2. Widening distal canal compromising regular cylindrical distal fixing stems unless stems locking stems like REEF or aescalup are use. I understand there is an local long stem unipolar with locking available but is a stem with no coating and is a long stem austin moore  for those who want to use it. I do not have faith in these stems.
Solutions.

Modified wagner osteotomy( Anterior) ref pic Above makes quicker sand easier operation. In this case i would prefer it to ETO. Cement and uncemented stem distally and use a bipolar head. The osteotomy helps to cement distally easily as well as remove the stem without further collateral damage. Remove the distal porocoat with a carbide burr to have better cement bone fixtion  as compared to cement implant and  hope fully avoid early loosening. ( my longest follow up for simialar case is 5 .3 years in a n 80 year old- will put it up if I can find it in my blog). If successful we could mobilise him FWB day 1 postop

3. if a high demand patient one would need to use an uncemented long HA of grit blasted stem like REEF or Aescalup stem the name of which i have forgotten

Good luck
jake

Comments by the surgeon
Hip aspiration didnot yield anything yesterday.

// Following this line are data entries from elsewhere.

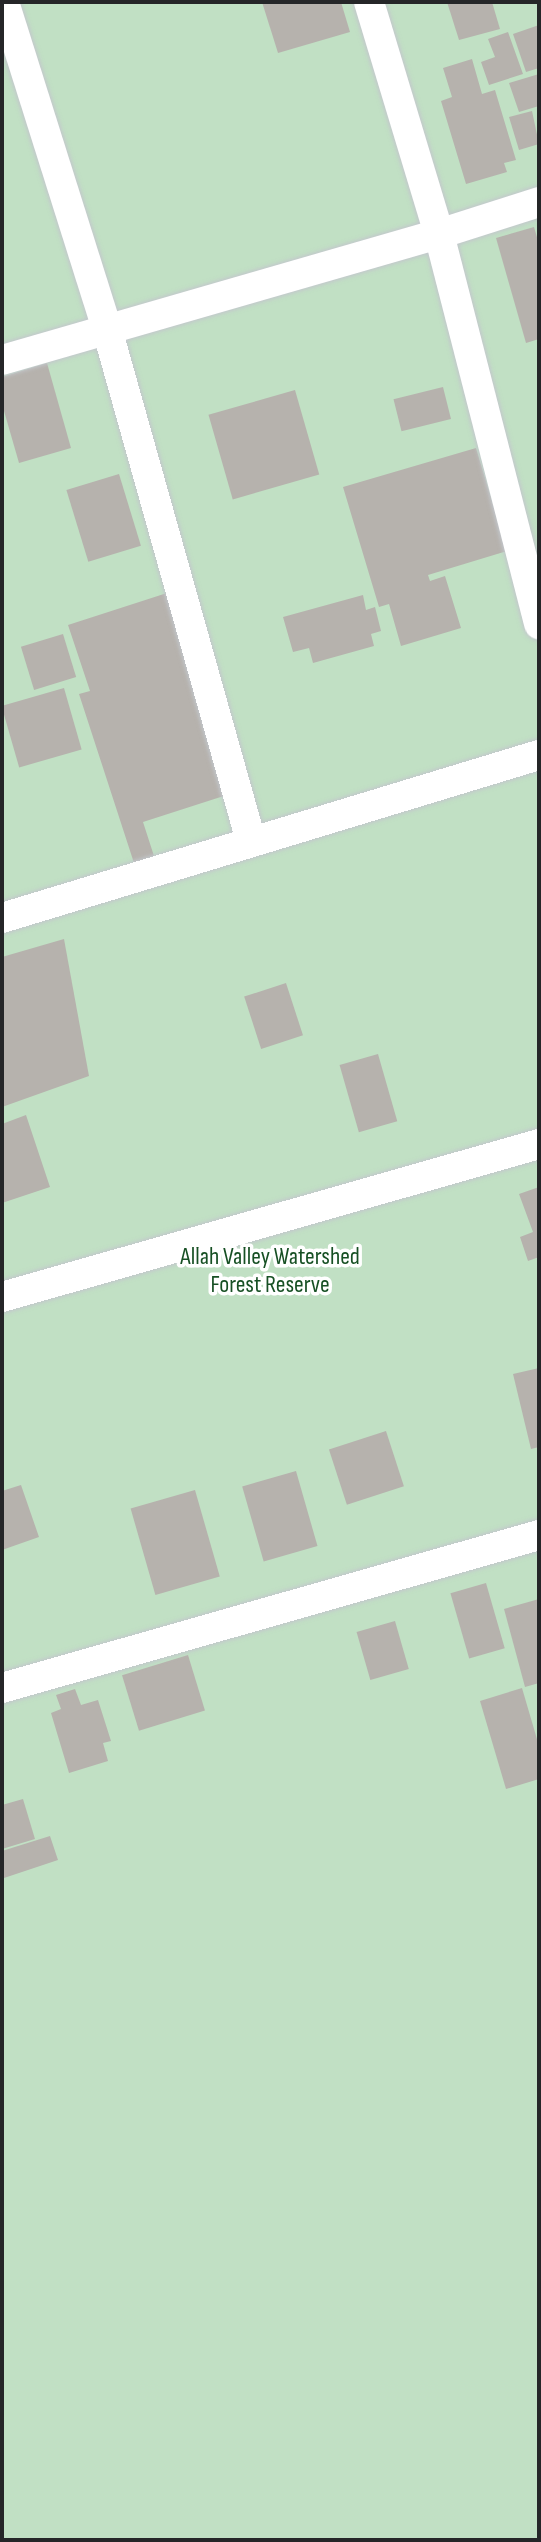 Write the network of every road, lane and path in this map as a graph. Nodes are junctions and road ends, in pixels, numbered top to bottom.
1 (4, 2) edge
2 (369, 2) edge
3 (539, 202) edge
4 (439, 234) junction
5 (107, 329) junction
6 (2, 360) edge
7 (539, 624) edge
8 (539, 755) edge
9 (251, 841) junction
10 (2, 918) edge
11 (539, 1144) edge
12 (2, 1297) edge
13 (539, 1535) edge
14 (2, 1688) edge

1 - 5 street
2 - 4 street
3 - 4 street
4 - 5 street
4 - 7 street
5 - 6 street
5 - 9 street
8 - 9 street
9 - 10 street
11 - 12 street
13 - 14 street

No frank pus seen. Frozen- 10-12 neutophills. tried to dislocate first but invain. did wagner osteotomy. put in HAP granules into the distal fragment down the canal , after centrifuging it in arthrex machine with polymixin B and vancomycin . Took off the distal coating with burr. 1.2  teicoplanin was mixed with 60 gm.Unfortunately put in the cement a bit early before doughy stage  . Hence was a bit difficult to put it in.
Abt 8cm cement mantle seen in the distal fragment  from the fracture site.
Hap with antibiotics packed in at osteotomy sites and gaps proximally

I would  go PWB to FWB  as comfortable as the cement mantle is at least 8 cm  and what prevents will the pain at the fracture site.